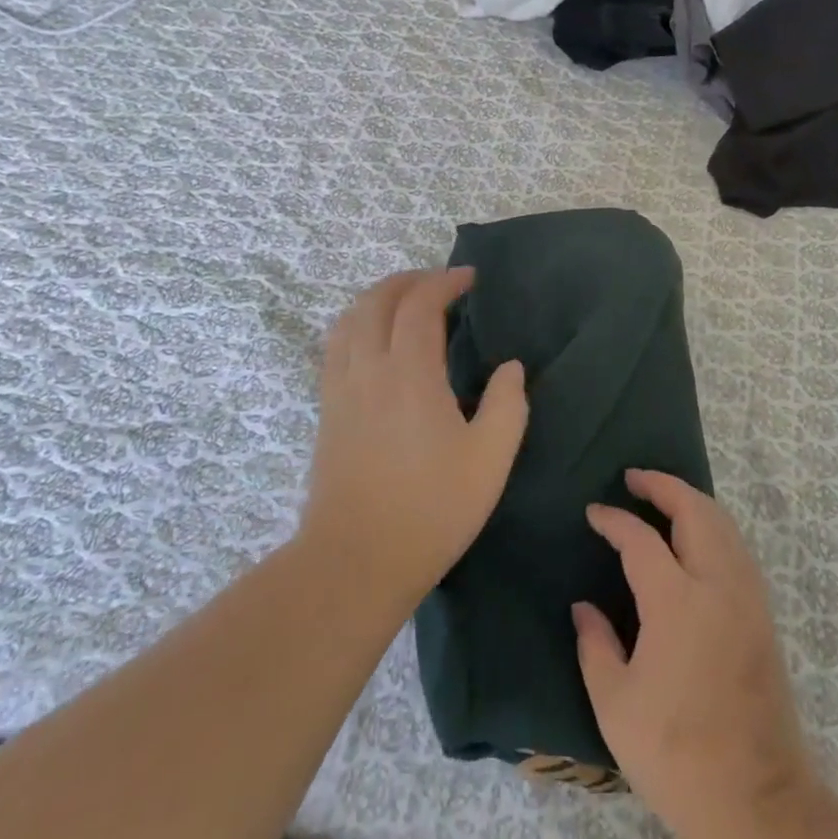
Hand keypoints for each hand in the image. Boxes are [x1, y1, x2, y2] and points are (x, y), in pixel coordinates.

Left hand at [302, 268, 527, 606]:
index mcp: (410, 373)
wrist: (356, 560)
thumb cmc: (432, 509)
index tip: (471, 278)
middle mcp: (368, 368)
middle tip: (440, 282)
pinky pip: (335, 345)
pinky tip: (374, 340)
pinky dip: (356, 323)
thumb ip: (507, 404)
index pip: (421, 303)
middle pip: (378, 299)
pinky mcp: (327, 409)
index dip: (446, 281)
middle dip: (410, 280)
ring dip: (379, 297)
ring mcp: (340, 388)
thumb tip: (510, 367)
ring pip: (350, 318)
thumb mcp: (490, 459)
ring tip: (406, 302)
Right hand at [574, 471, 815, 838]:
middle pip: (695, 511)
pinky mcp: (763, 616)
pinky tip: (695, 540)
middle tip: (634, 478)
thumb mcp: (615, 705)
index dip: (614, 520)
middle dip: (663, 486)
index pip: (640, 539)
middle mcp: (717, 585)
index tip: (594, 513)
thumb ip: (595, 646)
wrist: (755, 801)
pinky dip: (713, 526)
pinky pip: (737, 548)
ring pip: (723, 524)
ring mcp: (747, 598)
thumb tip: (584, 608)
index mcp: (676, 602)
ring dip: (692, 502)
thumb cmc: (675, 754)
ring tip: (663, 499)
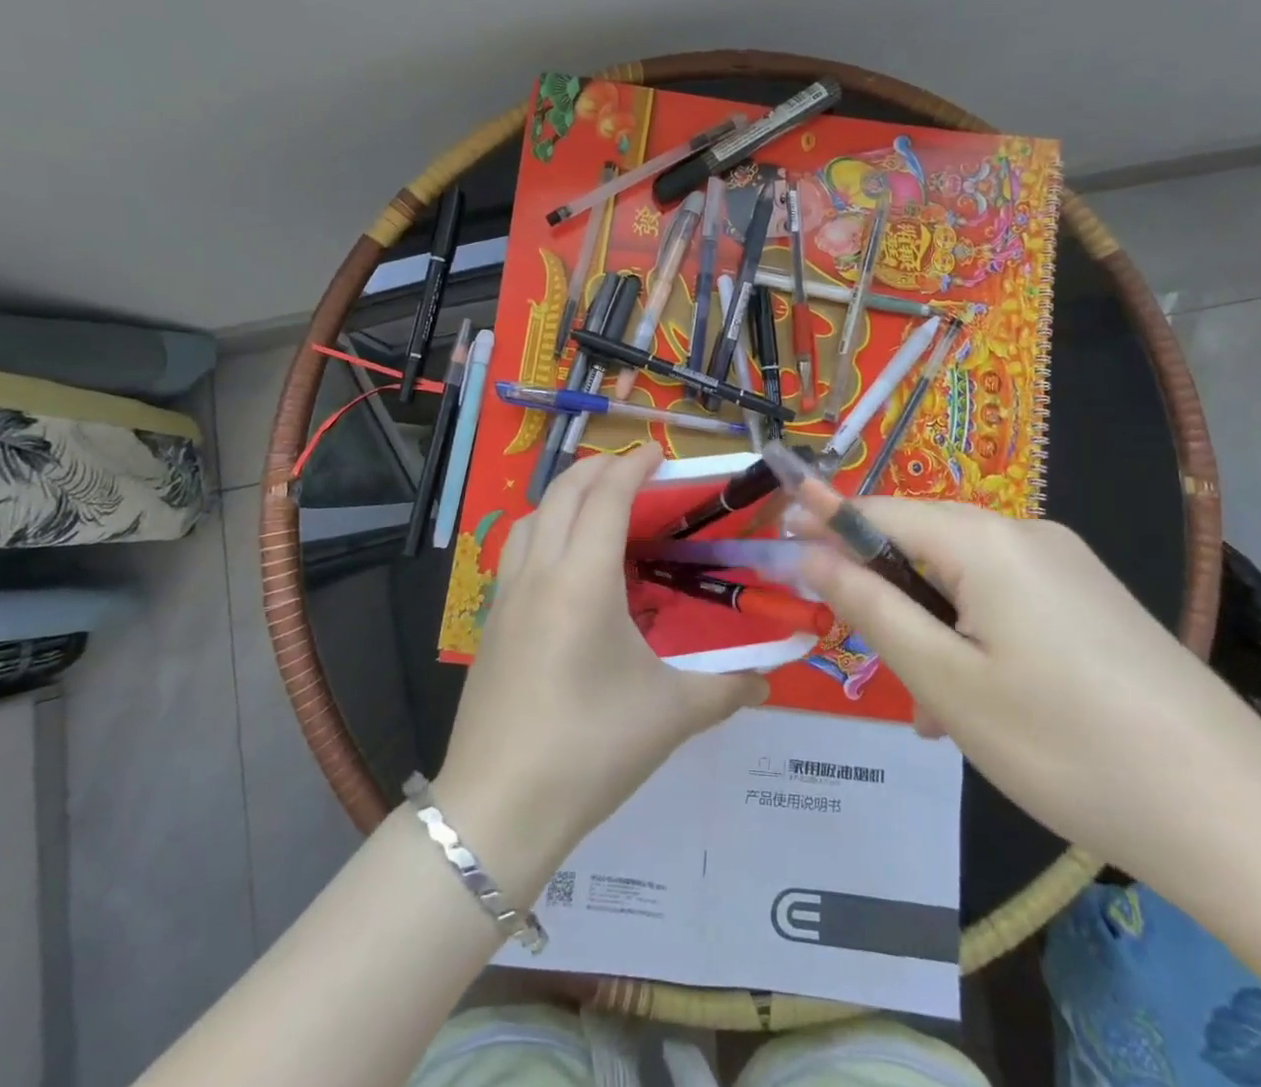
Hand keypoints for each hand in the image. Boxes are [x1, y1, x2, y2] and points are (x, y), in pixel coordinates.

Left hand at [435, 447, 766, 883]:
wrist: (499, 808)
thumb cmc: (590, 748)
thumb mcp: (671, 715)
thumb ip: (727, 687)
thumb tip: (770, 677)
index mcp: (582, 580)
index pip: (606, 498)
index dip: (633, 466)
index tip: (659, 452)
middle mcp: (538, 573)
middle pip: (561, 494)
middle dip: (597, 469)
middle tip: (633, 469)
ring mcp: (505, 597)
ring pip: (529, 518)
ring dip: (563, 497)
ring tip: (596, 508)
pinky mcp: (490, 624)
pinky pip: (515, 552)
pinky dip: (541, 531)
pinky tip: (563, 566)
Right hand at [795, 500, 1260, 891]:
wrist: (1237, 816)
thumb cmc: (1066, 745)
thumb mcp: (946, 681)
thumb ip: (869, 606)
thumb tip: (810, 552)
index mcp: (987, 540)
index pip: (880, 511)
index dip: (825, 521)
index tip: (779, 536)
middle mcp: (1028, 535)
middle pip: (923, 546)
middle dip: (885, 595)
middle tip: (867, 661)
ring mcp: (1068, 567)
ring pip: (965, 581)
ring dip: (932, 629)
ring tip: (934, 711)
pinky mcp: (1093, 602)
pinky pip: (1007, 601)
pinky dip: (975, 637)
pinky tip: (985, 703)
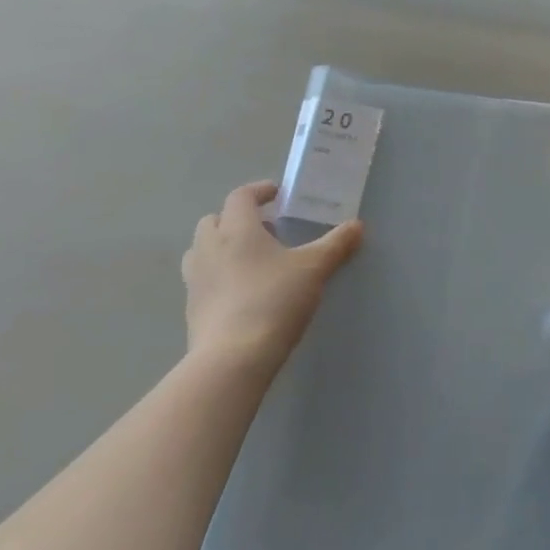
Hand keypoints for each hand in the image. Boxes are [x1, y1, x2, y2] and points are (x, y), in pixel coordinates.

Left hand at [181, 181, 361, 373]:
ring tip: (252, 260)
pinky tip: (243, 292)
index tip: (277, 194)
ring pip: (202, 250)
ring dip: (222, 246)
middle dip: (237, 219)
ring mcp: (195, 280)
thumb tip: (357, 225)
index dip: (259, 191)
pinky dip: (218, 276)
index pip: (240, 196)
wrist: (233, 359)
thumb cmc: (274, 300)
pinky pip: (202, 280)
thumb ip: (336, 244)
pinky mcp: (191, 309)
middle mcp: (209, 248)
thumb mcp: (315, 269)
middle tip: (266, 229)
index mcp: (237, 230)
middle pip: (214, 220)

########################################

## About this exercise
An exact reprint of every record is required, with the pictures omitted.

## Exercise result
Hand keypoints for each hand in the image. Boxes are [x1, y1, x2, y2] and points are (x, y), in pixel coordinates.

Left hand at [302, 268, 527, 606]:
index mcp: (410, 373)
wrist: (356, 560)
thumb cmc: (432, 509)
index tip: (471, 278)
middle mcp: (368, 368)
middle tip: (440, 282)
pinky pip: (335, 345)
pinky tip: (374, 340)
pinky dip: (356, 323)
thumb ip: (507, 404)
index pip: (421, 303)
middle pip: (378, 299)
pinky mcp: (327, 409)
index dip: (446, 281)
middle dip: (410, 280)
ring dip: (379, 297)
ring mcp: (340, 388)
thumb tip: (510, 367)
ring pip: (350, 318)
thumb mcp: (490, 459)
ring tip: (406, 302)
Right hand at [574, 471, 815, 838]:
middle pip: (695, 511)
pinky mcp: (763, 616)
pinky tip: (695, 540)
middle tip: (634, 478)
thumb mcp: (615, 705)
index dip: (614, 520)
middle dip: (663, 486)
index pip: (640, 539)
middle mcp: (717, 585)
index tip: (594, 513)
thumb ip: (595, 646)
wrist: (755, 801)
pinky dip: (713, 526)
pinky pip: (737, 548)
ring pip: (723, 524)
ring mcp: (747, 598)
thumb tip: (584, 608)
index mcp: (676, 602)
ring dip: (692, 502)
thumb cmc: (675, 754)
ring tip: (663, 499)
Hand keypoints for each hand in the image. Boxes are [x1, y1, x2, y2] and points are (x, y), in pixel coordinates.

Left hand at [435, 447, 766, 883]:
wrist: (499, 808)
thumb cmc: (590, 748)
thumb mcp: (671, 715)
thumb ip: (727, 687)
thumb tip: (770, 677)
index mcp: (582, 580)
index pip: (606, 498)
index dip: (633, 466)
index tip: (659, 452)
middle mcp: (538, 573)
middle pip: (561, 494)
middle dip: (597, 469)
middle tip: (633, 469)
ring mcp: (505, 597)
ring pip: (529, 518)
ring dip: (563, 497)
ring tip: (596, 508)
pinky mcp: (490, 624)
pinky pip: (515, 552)
pinky dip: (541, 531)
pinky tip: (563, 566)
Right hand at [795, 500, 1260, 891]:
wrist: (1237, 816)
thumb cmc: (1066, 745)
thumb mcp: (946, 681)
thumb ip: (869, 606)
thumb tip: (810, 552)
index mcp: (987, 540)
index pip: (880, 511)
index dip: (825, 521)
index tip: (779, 536)
middle mcp: (1028, 535)
middle pip: (923, 546)
middle dip: (885, 595)
middle tip: (867, 661)
ring mcp: (1068, 567)
ring pip: (965, 581)
ring dip: (932, 629)
ring tip: (934, 711)
pinky mcp: (1093, 602)
pinky pip: (1007, 601)
pinky dip: (975, 637)
pinky tip: (985, 703)
Hand keypoints for each hand in the image. Boxes are [x1, y1, x2, y2] and points are (x, y), in pixel coordinates.

Left hand at [181, 181, 361, 373]:
ring tip: (252, 260)
pinky tip: (243, 292)
index tip: (277, 194)
ring pip: (202, 250)
ring dip: (222, 246)
middle dip: (237, 219)
ring mcp: (195, 280)
thumb tip: (357, 225)
index dip: (259, 191)
pinky dip: (218, 276)
index pip: (240, 196)
wrist: (233, 359)
thumb cmc: (274, 300)
pinky pip: (202, 280)
thumb ip: (336, 244)
pinky mcp: (191, 309)
middle mcp: (209, 248)
thumb mcp: (315, 269)
middle tip: (266, 229)
index mcp: (237, 230)
middle pip: (214, 220)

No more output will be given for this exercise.